Stored data entries

*** Block opens ***

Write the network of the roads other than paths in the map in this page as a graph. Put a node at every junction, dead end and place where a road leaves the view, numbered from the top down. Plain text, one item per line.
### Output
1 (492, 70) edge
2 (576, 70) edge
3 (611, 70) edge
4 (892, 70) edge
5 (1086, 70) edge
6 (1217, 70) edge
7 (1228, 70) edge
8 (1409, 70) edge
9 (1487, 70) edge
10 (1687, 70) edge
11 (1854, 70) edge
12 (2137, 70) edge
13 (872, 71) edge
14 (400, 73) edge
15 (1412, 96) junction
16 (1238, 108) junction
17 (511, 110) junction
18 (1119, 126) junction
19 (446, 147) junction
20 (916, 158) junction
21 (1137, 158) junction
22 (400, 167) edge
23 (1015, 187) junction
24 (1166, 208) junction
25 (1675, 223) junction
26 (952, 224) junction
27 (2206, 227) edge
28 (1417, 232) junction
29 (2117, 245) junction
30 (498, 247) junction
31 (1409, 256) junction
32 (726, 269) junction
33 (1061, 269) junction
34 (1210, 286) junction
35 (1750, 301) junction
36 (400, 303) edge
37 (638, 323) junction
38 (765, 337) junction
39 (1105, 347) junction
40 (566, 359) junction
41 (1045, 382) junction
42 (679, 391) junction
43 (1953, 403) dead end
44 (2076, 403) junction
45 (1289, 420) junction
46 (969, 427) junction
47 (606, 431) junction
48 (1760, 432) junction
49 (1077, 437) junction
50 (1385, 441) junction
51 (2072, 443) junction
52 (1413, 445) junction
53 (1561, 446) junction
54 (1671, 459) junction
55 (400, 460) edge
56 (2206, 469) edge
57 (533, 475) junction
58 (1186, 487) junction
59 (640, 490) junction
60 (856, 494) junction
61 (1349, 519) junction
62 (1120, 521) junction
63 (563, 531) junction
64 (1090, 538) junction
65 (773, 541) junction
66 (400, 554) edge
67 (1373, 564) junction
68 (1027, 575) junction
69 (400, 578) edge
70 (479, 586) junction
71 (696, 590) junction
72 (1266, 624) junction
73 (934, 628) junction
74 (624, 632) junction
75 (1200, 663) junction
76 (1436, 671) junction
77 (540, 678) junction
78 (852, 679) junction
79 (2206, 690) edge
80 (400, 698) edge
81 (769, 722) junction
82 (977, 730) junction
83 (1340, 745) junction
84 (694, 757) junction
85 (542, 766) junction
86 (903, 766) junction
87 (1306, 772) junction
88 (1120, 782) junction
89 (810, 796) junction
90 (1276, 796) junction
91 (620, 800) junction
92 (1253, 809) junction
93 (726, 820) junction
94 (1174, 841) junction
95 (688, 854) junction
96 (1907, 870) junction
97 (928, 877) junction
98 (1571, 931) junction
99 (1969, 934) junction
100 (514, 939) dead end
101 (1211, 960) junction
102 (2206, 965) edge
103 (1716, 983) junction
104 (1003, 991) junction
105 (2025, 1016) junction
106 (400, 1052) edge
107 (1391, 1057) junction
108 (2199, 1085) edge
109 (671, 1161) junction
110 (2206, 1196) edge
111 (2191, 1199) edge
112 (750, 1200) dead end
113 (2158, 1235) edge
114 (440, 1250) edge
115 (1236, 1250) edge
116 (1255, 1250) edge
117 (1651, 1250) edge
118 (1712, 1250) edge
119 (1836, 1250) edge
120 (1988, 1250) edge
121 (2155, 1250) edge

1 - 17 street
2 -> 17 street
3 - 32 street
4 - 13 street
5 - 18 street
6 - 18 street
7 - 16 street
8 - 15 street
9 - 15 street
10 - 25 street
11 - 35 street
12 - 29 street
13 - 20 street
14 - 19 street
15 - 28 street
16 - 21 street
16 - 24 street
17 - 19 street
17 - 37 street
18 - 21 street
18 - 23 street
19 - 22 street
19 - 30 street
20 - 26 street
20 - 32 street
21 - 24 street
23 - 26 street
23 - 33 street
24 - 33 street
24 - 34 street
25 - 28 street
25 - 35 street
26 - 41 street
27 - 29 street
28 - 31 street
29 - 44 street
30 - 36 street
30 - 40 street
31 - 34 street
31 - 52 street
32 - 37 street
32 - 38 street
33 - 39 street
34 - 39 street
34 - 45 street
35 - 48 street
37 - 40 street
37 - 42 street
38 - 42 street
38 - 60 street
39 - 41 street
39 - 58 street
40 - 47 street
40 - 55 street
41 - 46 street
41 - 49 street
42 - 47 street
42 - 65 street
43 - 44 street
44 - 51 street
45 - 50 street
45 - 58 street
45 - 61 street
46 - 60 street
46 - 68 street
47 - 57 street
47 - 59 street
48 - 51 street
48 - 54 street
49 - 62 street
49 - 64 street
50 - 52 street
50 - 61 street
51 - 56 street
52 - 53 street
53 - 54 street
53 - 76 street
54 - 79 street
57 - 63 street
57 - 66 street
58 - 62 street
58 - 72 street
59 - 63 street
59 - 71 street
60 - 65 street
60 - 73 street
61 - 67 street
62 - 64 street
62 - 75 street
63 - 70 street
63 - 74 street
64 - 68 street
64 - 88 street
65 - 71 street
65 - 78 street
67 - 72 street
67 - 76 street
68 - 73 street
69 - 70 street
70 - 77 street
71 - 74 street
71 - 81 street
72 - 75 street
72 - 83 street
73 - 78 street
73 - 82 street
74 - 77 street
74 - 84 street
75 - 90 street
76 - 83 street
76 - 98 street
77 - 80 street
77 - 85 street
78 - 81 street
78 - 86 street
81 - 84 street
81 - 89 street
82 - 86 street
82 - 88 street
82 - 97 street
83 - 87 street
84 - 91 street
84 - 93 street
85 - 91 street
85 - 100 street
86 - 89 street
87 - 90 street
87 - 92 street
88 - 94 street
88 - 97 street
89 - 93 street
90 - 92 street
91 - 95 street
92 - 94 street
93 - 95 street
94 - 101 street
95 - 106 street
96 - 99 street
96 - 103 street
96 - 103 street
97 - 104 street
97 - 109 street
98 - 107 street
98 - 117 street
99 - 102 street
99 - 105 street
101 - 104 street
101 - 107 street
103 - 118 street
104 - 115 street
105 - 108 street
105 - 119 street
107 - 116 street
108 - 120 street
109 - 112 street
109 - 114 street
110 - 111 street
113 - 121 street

*** Block closes ***

- Problem -
Take the entries above and repeat them verbatim.

- Output below -
Write the network of the roads other than paths in the map in this page as a graph. Put a node at every junction, dead end and place where a road leaves the view, numbered from the top down. Plain text, one item per line.
### Output
1 (492, 70) edge
2 (576, 70) edge
3 (611, 70) edge
4 (892, 70) edge
5 (1086, 70) edge
6 (1217, 70) edge
7 (1228, 70) edge
8 (1409, 70) edge
9 (1487, 70) edge
10 (1687, 70) edge
11 (1854, 70) edge
12 (2137, 70) edge
13 (872, 71) edge
14 (400, 73) edge
15 (1412, 96) junction
16 (1238, 108) junction
17 (511, 110) junction
18 (1119, 126) junction
19 (446, 147) junction
20 (916, 158) junction
21 (1137, 158) junction
22 (400, 167) edge
23 (1015, 187) junction
24 (1166, 208) junction
25 (1675, 223) junction
26 (952, 224) junction
27 (2206, 227) edge
28 (1417, 232) junction
29 (2117, 245) junction
30 (498, 247) junction
31 (1409, 256) junction
32 (726, 269) junction
33 (1061, 269) junction
34 (1210, 286) junction
35 (1750, 301) junction
36 (400, 303) edge
37 (638, 323) junction
38 (765, 337) junction
39 (1105, 347) junction
40 (566, 359) junction
41 (1045, 382) junction
42 (679, 391) junction
43 (1953, 403) dead end
44 (2076, 403) junction
45 (1289, 420) junction
46 (969, 427) junction
47 (606, 431) junction
48 (1760, 432) junction
49 (1077, 437) junction
50 (1385, 441) junction
51 (2072, 443) junction
52 (1413, 445) junction
53 (1561, 446) junction
54 (1671, 459) junction
55 (400, 460) edge
56 (2206, 469) edge
57 (533, 475) junction
58 (1186, 487) junction
59 (640, 490) junction
60 (856, 494) junction
61 (1349, 519) junction
62 (1120, 521) junction
63 (563, 531) junction
64 (1090, 538) junction
65 (773, 541) junction
66 (400, 554) edge
67 (1373, 564) junction
68 (1027, 575) junction
69 (400, 578) edge
70 (479, 586) junction
71 (696, 590) junction
72 (1266, 624) junction
73 (934, 628) junction
74 (624, 632) junction
75 (1200, 663) junction
76 (1436, 671) junction
77 (540, 678) junction
78 (852, 679) junction
79 (2206, 690) edge
80 (400, 698) edge
81 (769, 722) junction
82 (977, 730) junction
83 (1340, 745) junction
84 (694, 757) junction
85 (542, 766) junction
86 (903, 766) junction
87 (1306, 772) junction
88 (1120, 782) junction
89 (810, 796) junction
90 (1276, 796) junction
91 (620, 800) junction
92 (1253, 809) junction
93 (726, 820) junction
94 (1174, 841) junction
95 (688, 854) junction
96 (1907, 870) junction
97 (928, 877) junction
98 (1571, 931) junction
99 (1969, 934) junction
100 (514, 939) dead end
101 (1211, 960) junction
102 (2206, 965) edge
103 (1716, 983) junction
104 (1003, 991) junction
105 (2025, 1016) junction
106 (400, 1052) edge
107 (1391, 1057) junction
108 (2199, 1085) edge
109 (671, 1161) junction
110 (2206, 1196) edge
111 (2191, 1199) edge
112 (750, 1200) dead end
113 (2158, 1235) edge
114 (440, 1250) edge
115 (1236, 1250) edge
116 (1255, 1250) edge
117 (1651, 1250) edge
118 (1712, 1250) edge
119 (1836, 1250) edge
120 (1988, 1250) edge
121 (2155, 1250) edge

1 - 17 street
2 -> 17 street
3 - 32 street
4 - 13 street
5 - 18 street
6 - 18 street
7 - 16 street
8 - 15 street
9 - 15 street
10 - 25 street
11 - 35 street
12 - 29 street
13 - 20 street
14 - 19 street
15 - 28 street
16 - 21 street
16 - 24 street
17 - 19 street
17 - 37 street
18 - 21 street
18 - 23 street
19 - 22 street
19 - 30 street
20 - 26 street
20 - 32 street
21 - 24 street
23 - 26 street
23 - 33 street
24 - 33 street
24 - 34 street
25 - 28 street
25 - 35 street
26 - 41 street
27 - 29 street
28 - 31 street
29 - 44 street
30 - 36 street
30 - 40 street
31 - 34 street
31 - 52 street
32 - 37 street
32 - 38 street
33 - 39 street
34 - 39 street
34 - 45 street
35 - 48 street
37 - 40 street
37 - 42 street
38 - 42 street
38 - 60 street
39 - 41 street
39 - 58 street
40 - 47 street
40 - 55 street
41 - 46 street
41 - 49 street
42 - 47 street
42 - 65 street
43 - 44 street
44 - 51 street
45 - 50 street
45 - 58 street
45 - 61 street
46 - 60 street
46 - 68 street
47 - 57 street
47 - 59 street
48 - 51 street
48 - 54 street
49 - 62 street
49 - 64 street
50 - 52 street
50 - 61 street
51 - 56 street
52 - 53 street
53 - 54 street
53 - 76 street
54 - 79 street
57 - 63 street
57 - 66 street
58 - 62 street
58 - 72 street
59 - 63 street
59 - 71 street
60 - 65 street
60 - 73 street
61 - 67 street
62 - 64 street
62 - 75 street
63 - 70 street
63 - 74 street
64 - 68 street
64 - 88 street
65 - 71 street
65 - 78 street
67 - 72 street
67 - 76 street
68 - 73 street
69 - 70 street
70 - 77 street
71 - 74 street
71 - 81 street
72 - 75 street
72 - 83 street
73 - 78 street
73 - 82 street
74 - 77 street
74 - 84 street
75 - 90 street
76 - 83 street
76 - 98 street
77 - 80 street
77 - 85 street
78 - 81 street
78 - 86 street
81 - 84 street
81 - 89 street
82 - 86 street
82 - 88 street
82 - 97 street
83 - 87 street
84 - 91 street
84 - 93 street
85 - 91 street
85 - 100 street
86 - 89 street
87 - 90 street
87 - 92 street
88 - 94 street
88 - 97 street
89 - 93 street
90 - 92 street
91 - 95 street
92 - 94 street
93 - 95 street
94 - 101 street
95 - 106 street
96 - 99 street
96 - 103 street
96 - 103 street
97 - 104 street
97 - 109 street
98 - 107 street
98 - 117 street
99 - 102 street
99 - 105 street
101 - 104 street
101 - 107 street
103 - 118 street
104 - 115 street
105 - 108 street
105 - 119 street
107 - 116 street
108 - 120 street
109 - 112 street
109 - 114 street
110 - 111 street
113 - 121 street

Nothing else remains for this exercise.